* **Information given**:
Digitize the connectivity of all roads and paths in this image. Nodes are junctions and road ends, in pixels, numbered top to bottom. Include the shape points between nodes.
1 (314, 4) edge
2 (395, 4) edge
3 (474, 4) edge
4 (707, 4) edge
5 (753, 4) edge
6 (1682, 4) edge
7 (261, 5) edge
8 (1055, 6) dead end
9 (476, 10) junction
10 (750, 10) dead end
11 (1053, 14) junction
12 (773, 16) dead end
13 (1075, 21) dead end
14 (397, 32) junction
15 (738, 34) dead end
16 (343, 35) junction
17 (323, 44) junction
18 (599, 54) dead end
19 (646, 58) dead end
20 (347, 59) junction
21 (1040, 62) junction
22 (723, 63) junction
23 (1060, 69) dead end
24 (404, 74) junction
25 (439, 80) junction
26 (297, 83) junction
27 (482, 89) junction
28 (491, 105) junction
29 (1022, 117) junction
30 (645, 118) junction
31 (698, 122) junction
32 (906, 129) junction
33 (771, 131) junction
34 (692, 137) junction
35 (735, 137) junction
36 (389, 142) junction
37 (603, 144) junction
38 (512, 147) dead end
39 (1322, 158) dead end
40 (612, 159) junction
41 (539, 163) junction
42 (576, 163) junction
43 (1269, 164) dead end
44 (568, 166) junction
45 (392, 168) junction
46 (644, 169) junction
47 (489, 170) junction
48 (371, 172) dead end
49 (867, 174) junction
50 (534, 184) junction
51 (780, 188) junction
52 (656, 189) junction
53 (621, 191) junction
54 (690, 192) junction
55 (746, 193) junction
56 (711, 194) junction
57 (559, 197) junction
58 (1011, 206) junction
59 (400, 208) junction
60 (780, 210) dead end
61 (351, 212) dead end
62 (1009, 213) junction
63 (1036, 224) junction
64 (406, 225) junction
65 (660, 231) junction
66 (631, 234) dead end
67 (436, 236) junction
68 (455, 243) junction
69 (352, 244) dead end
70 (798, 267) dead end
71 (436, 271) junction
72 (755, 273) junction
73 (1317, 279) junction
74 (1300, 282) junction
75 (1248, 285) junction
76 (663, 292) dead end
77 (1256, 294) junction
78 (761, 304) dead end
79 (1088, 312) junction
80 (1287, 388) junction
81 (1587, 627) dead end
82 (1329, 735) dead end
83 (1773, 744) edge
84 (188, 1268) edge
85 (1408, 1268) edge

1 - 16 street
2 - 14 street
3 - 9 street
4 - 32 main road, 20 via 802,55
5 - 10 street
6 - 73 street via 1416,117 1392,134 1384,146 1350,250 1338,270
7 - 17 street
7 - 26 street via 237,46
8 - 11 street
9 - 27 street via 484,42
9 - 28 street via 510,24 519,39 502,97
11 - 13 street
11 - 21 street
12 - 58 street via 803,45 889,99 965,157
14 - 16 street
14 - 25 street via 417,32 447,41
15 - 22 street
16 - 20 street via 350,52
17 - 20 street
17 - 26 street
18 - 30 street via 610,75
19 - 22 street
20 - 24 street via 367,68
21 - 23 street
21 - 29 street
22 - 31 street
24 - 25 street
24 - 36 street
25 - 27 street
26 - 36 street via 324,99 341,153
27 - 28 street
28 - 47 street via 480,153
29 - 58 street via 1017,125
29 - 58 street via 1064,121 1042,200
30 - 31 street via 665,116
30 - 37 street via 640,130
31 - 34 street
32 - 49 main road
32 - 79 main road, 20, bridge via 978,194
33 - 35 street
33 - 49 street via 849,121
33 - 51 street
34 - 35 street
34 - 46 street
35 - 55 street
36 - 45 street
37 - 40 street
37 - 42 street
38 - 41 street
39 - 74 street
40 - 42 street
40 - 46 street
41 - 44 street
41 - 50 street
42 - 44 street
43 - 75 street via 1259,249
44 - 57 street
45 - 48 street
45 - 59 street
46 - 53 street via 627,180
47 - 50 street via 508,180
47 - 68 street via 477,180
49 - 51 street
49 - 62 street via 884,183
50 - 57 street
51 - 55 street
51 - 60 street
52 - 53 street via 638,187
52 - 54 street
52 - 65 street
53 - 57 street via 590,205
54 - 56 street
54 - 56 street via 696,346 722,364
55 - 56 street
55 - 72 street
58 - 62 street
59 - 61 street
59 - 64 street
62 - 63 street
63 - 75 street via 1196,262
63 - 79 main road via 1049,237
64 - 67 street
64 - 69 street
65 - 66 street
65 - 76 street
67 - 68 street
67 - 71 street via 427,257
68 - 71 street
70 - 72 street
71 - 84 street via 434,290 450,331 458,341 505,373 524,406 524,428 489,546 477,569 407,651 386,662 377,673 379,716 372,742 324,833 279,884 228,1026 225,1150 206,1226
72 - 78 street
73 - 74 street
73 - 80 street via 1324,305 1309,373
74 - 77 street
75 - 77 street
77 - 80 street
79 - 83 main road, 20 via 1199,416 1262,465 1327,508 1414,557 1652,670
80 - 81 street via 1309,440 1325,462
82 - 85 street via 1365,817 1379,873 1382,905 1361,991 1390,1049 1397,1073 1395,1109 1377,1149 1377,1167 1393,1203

* **Exercise objective**:
Set down each line of the data precisely as it appears above.

* **Answer for this exercise**:
Digitize the connectivity of all roads and paths in this image. Nodes are junctions and road ends, in pixels, numbered top to bottom. Include the shape points between nodes.
1 (314, 4) edge
2 (395, 4) edge
3 (474, 4) edge
4 (707, 4) edge
5 (753, 4) edge
6 (1682, 4) edge
7 (261, 5) edge
8 (1055, 6) dead end
9 (476, 10) junction
10 (750, 10) dead end
11 (1053, 14) junction
12 (773, 16) dead end
13 (1075, 21) dead end
14 (397, 32) junction
15 (738, 34) dead end
16 (343, 35) junction
17 (323, 44) junction
18 (599, 54) dead end
19 (646, 58) dead end
20 (347, 59) junction
21 (1040, 62) junction
22 (723, 63) junction
23 (1060, 69) dead end
24 (404, 74) junction
25 (439, 80) junction
26 (297, 83) junction
27 (482, 89) junction
28 (491, 105) junction
29 (1022, 117) junction
30 (645, 118) junction
31 (698, 122) junction
32 (906, 129) junction
33 (771, 131) junction
34 (692, 137) junction
35 (735, 137) junction
36 (389, 142) junction
37 (603, 144) junction
38 (512, 147) dead end
39 (1322, 158) dead end
40 (612, 159) junction
41 (539, 163) junction
42 (576, 163) junction
43 (1269, 164) dead end
44 (568, 166) junction
45 (392, 168) junction
46 (644, 169) junction
47 (489, 170) junction
48 (371, 172) dead end
49 (867, 174) junction
50 (534, 184) junction
51 (780, 188) junction
52 (656, 189) junction
53 (621, 191) junction
54 (690, 192) junction
55 (746, 193) junction
56 (711, 194) junction
57 (559, 197) junction
58 (1011, 206) junction
59 (400, 208) junction
60 (780, 210) dead end
61 (351, 212) dead end
62 (1009, 213) junction
63 (1036, 224) junction
64 (406, 225) junction
65 (660, 231) junction
66 (631, 234) dead end
67 (436, 236) junction
68 (455, 243) junction
69 (352, 244) dead end
70 (798, 267) dead end
71 (436, 271) junction
72 (755, 273) junction
73 (1317, 279) junction
74 (1300, 282) junction
75 (1248, 285) junction
76 (663, 292) dead end
77 (1256, 294) junction
78 (761, 304) dead end
79 (1088, 312) junction
80 (1287, 388) junction
81 (1587, 627) dead end
82 (1329, 735) dead end
83 (1773, 744) edge
84 (188, 1268) edge
85 (1408, 1268) edge

1 - 16 street
2 - 14 street
3 - 9 street
4 - 32 main road, 20 via 802,55
5 - 10 street
6 - 73 street via 1416,117 1392,134 1384,146 1350,250 1338,270
7 - 17 street
7 - 26 street via 237,46
8 - 11 street
9 - 27 street via 484,42
9 - 28 street via 510,24 519,39 502,97
11 - 13 street
11 - 21 street
12 - 58 street via 803,45 889,99 965,157
14 - 16 street
14 - 25 street via 417,32 447,41
15 - 22 street
16 - 20 street via 350,52
17 - 20 street
17 - 26 street
18 - 30 street via 610,75
19 - 22 street
20 - 24 street via 367,68
21 - 23 street
21 - 29 street
22 - 31 street
24 - 25 street
24 - 36 street
25 - 27 street
26 - 36 street via 324,99 341,153
27 - 28 street
28 - 47 street via 480,153
29 - 58 street via 1017,125
29 - 58 street via 1064,121 1042,200
30 - 31 street via 665,116
30 - 37 street via 640,130
31 - 34 street
32 - 49 main road
32 - 79 main road, 20, bridge via 978,194
33 - 35 street
33 - 49 street via 849,121
33 - 51 street
34 - 35 street
34 - 46 street
35 - 55 street
36 - 45 street
37 - 40 street
37 - 42 street
38 - 41 street
39 - 74 street
40 - 42 street
40 - 46 street
41 - 44 street
41 - 50 street
42 - 44 street
43 - 75 street via 1259,249
44 - 57 street
45 - 48 street
45 - 59 street
46 - 53 street via 627,180
47 - 50 street via 508,180
47 - 68 street via 477,180
49 - 51 street
49 - 62 street via 884,183
50 - 57 street
51 - 55 street
51 - 60 street
52 - 53 street via 638,187
52 - 54 street
52 - 65 street
53 - 57 street via 590,205
54 - 56 street
54 - 56 street via 696,346 722,364
55 - 56 street
55 - 72 street
58 - 62 street
59 - 61 street
59 - 64 street
62 - 63 street
63 - 75 street via 1196,262
63 - 79 main road via 1049,237
64 - 67 street
64 - 69 street
65 - 66 street
65 - 76 street
67 - 68 street
67 - 71 street via 427,257
68 - 71 street
70 - 72 street
71 - 84 street via 434,290 450,331 458,341 505,373 524,406 524,428 489,546 477,569 407,651 386,662 377,673 379,716 372,742 324,833 279,884 228,1026 225,1150 206,1226
72 - 78 street
73 - 74 street
73 - 80 street via 1324,305 1309,373
74 - 77 street
75 - 77 street
77 - 80 street
79 - 83 main road, 20 via 1199,416 1262,465 1327,508 1414,557 1652,670
80 - 81 street via 1309,440 1325,462
82 - 85 street via 1365,817 1379,873 1382,905 1361,991 1390,1049 1397,1073 1395,1109 1377,1149 1377,1167 1393,1203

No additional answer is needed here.